Translation exposure
Foreign net assets, as a percentage of total equity, divided into the following currencies:
2023 |
||||||||
Currency |
Amount |
% |
||||||
USD |
277,628 | 77,5 | % |
On 31 December 2023, the Group did not have any hedging of net investments in foreign Group companies. The ambition is to minimize the translation risk wherever possible and economically viable.
Interest rate risk
Interest rate risk is the risk that changes in market interest rates will have a negative effect on the Group’s earnings. All interest-bearing assets and liabilities have a fixed-interest term of less than 12 months. The current assessment is that the Group’s present financial position justifies the absence of longer fixed-interest terms.
Oil price risk
The Group’s revenues, and hence its earnings, are highly dependent on oil prices. Historically, oil prices have been volatile – a trend which is expected to continue – and affected by several factors beyond the Group’s control.
The Group’s policy is to harness the positive effects of fluctuating oil prices and minimize the negative effects as far as possible. Consequently, the ability to use put options as a hedging instrument is continuously evaluated. To eliminate some of the risk of a fluctuating oil price, the Group is normally hedging its forward-looking production in the coming 12-18 months period to reduce the cash flow impact of a major drop in the Brent oil price. The Group does not apply hedge accounting.

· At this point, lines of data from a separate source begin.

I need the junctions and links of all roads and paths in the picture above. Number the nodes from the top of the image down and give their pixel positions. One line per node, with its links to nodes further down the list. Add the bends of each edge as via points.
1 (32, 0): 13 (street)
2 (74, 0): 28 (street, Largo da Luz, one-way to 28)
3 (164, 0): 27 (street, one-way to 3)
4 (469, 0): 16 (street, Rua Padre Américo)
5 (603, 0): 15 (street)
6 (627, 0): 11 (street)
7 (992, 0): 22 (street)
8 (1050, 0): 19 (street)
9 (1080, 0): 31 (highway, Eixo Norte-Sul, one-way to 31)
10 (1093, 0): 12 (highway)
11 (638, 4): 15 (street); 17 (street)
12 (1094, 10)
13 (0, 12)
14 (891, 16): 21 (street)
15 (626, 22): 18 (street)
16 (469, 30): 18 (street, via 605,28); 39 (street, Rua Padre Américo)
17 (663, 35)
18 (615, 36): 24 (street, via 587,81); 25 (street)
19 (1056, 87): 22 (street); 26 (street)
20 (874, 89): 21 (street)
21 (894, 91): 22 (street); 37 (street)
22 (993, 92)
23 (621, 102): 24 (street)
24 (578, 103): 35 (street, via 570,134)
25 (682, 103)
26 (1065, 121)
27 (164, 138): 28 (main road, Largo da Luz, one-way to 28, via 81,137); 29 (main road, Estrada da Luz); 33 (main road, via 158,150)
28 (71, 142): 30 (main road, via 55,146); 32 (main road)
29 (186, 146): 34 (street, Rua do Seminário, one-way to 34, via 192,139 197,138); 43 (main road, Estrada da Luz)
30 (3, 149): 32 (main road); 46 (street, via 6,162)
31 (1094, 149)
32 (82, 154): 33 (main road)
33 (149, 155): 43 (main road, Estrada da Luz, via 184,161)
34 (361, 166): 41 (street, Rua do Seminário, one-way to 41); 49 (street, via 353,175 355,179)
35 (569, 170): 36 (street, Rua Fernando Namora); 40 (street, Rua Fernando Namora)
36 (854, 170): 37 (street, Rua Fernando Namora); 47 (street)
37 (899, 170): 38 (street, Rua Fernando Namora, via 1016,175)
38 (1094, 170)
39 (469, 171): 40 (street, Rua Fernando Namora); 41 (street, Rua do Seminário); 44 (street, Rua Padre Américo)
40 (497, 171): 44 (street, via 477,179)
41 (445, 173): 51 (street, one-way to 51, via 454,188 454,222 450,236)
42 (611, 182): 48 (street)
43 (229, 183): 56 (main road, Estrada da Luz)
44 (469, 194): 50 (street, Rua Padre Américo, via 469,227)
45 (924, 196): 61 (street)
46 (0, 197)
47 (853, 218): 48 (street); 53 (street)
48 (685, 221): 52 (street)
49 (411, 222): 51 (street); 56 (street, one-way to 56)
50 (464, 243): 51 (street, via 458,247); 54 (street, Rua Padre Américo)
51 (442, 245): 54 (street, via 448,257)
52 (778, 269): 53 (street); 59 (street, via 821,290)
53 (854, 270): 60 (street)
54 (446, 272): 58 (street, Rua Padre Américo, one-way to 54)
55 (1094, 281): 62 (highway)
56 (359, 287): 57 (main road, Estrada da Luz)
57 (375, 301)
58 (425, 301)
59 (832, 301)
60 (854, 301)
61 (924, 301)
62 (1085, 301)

Credit and counterparty risk
Credit and counterparty risk is the risk that a counterparty in a financial transaction will be unable to discharge its obligations, which in turn will have a negative effect on the Group’s earnings. The Group’s commercial credit risk is limited, as the counterparties are reputable and transparent multinational companies. For the year ended December 31, 2023, the Group's revenues from external customers were concentrated in two separate customers that constituted approximately 89% and 11% of revenues, all of which is attributable to the Ivory Coast. Financial credit risk is mitigated by only accepting counterparties with a high credit rating and through diversification. The Group did not have any past due trade receivables on 31 December. No provision for impairment has been made, as the carrying amount is estimated to be the same as the fair value. The Group limits its counterparty credit risk on cash and cash equivalent balances by dealing only with financial institutions with credit ratings of at least A or equivalent. Accordingly, there is no expected credit loss impact on equity for credit risk as of 12/31/2023.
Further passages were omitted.